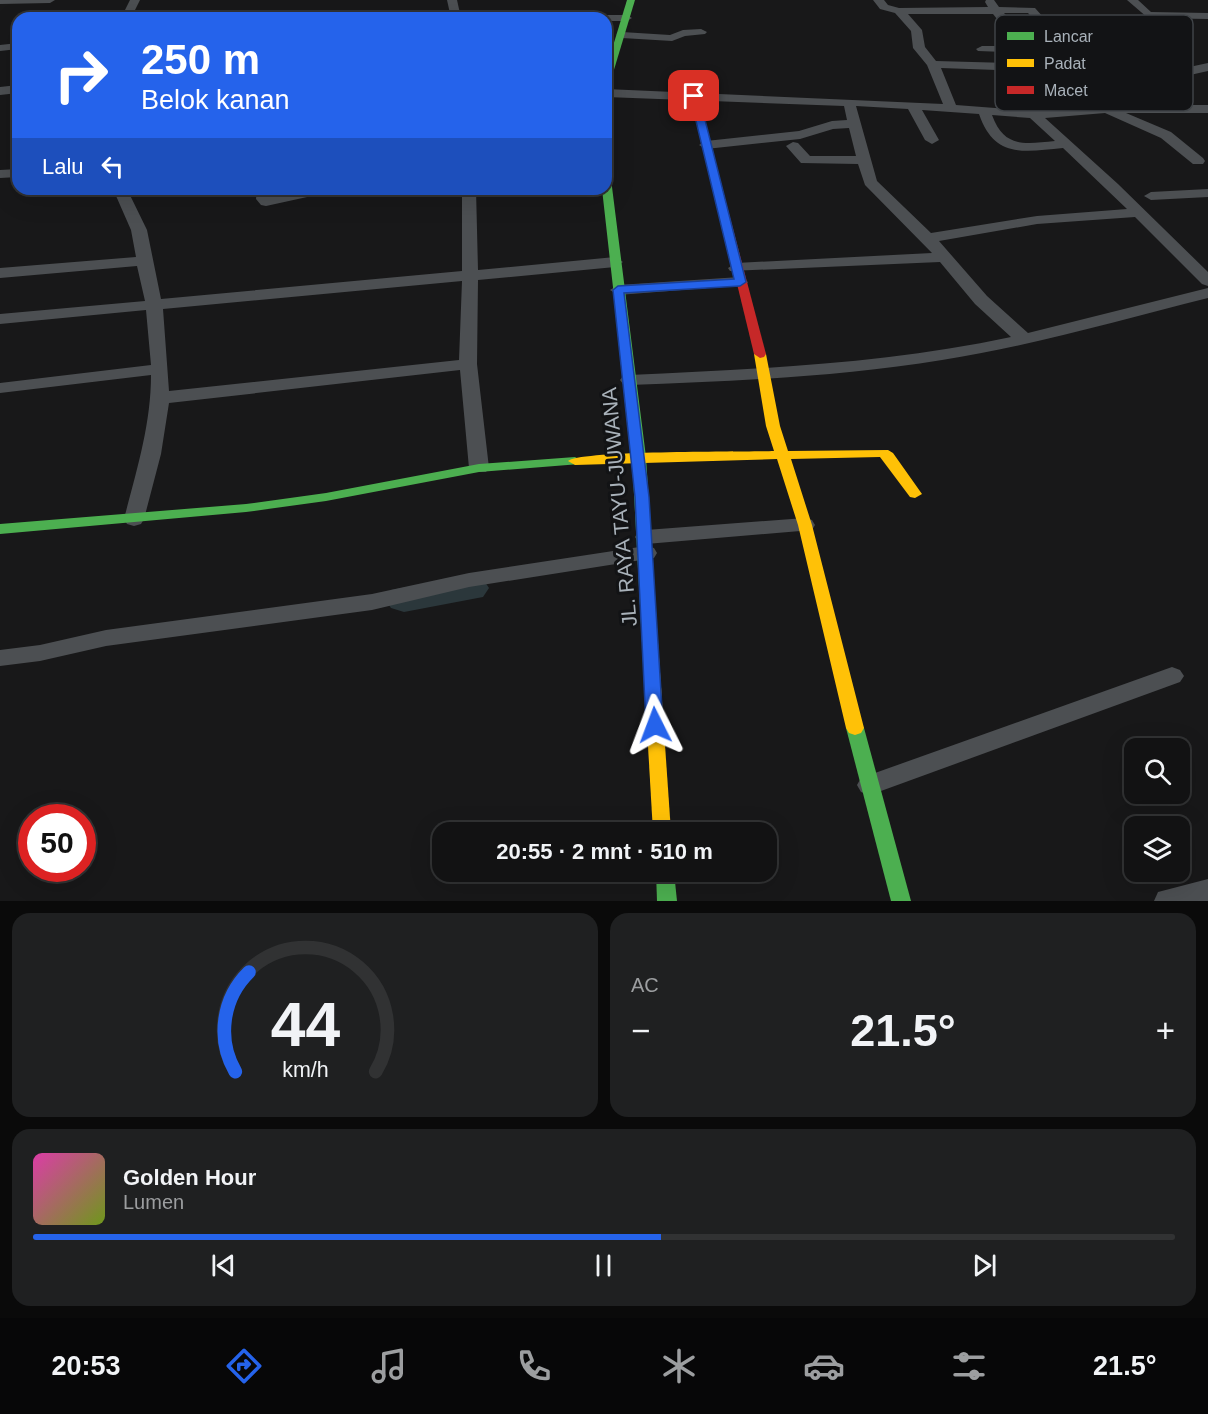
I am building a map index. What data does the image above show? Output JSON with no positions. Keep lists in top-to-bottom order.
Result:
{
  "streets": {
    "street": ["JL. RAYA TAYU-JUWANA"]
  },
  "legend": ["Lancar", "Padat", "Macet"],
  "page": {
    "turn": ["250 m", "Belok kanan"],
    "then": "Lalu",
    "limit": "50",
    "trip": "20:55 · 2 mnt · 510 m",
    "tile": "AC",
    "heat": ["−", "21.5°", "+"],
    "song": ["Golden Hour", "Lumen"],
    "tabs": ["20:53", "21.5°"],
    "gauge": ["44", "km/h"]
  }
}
──────
** WHAT NEEDS TO BE DONE **
Leaving out only the pictures, reproduce the listing exactly.

** WRITTEN SOLUTION **
I am building a map index. What data does the image above show? Output JSON with no positions. Keep lists in top-to-bottom order.
Result:
{
  "streets": {
    "street": ["JL. RAYA TAYU-JUWANA"]
  },
  "legend": ["Lancar", "Padat", "Macet"],
  "page": {
    "turn": ["250 m", "Belok kanan"],
    "then": "Lalu",
    "limit": "50",
    "trip": "20:55 · 2 mnt · 510 m",
    "tile": "AC",
    "heat": ["−", "21.5°", "+"],
    "song": ["Golden Hour", "Lumen"],
    "tabs": ["20:53", "21.5°"],
    "gauge": ["44", "km/h"]
  }
}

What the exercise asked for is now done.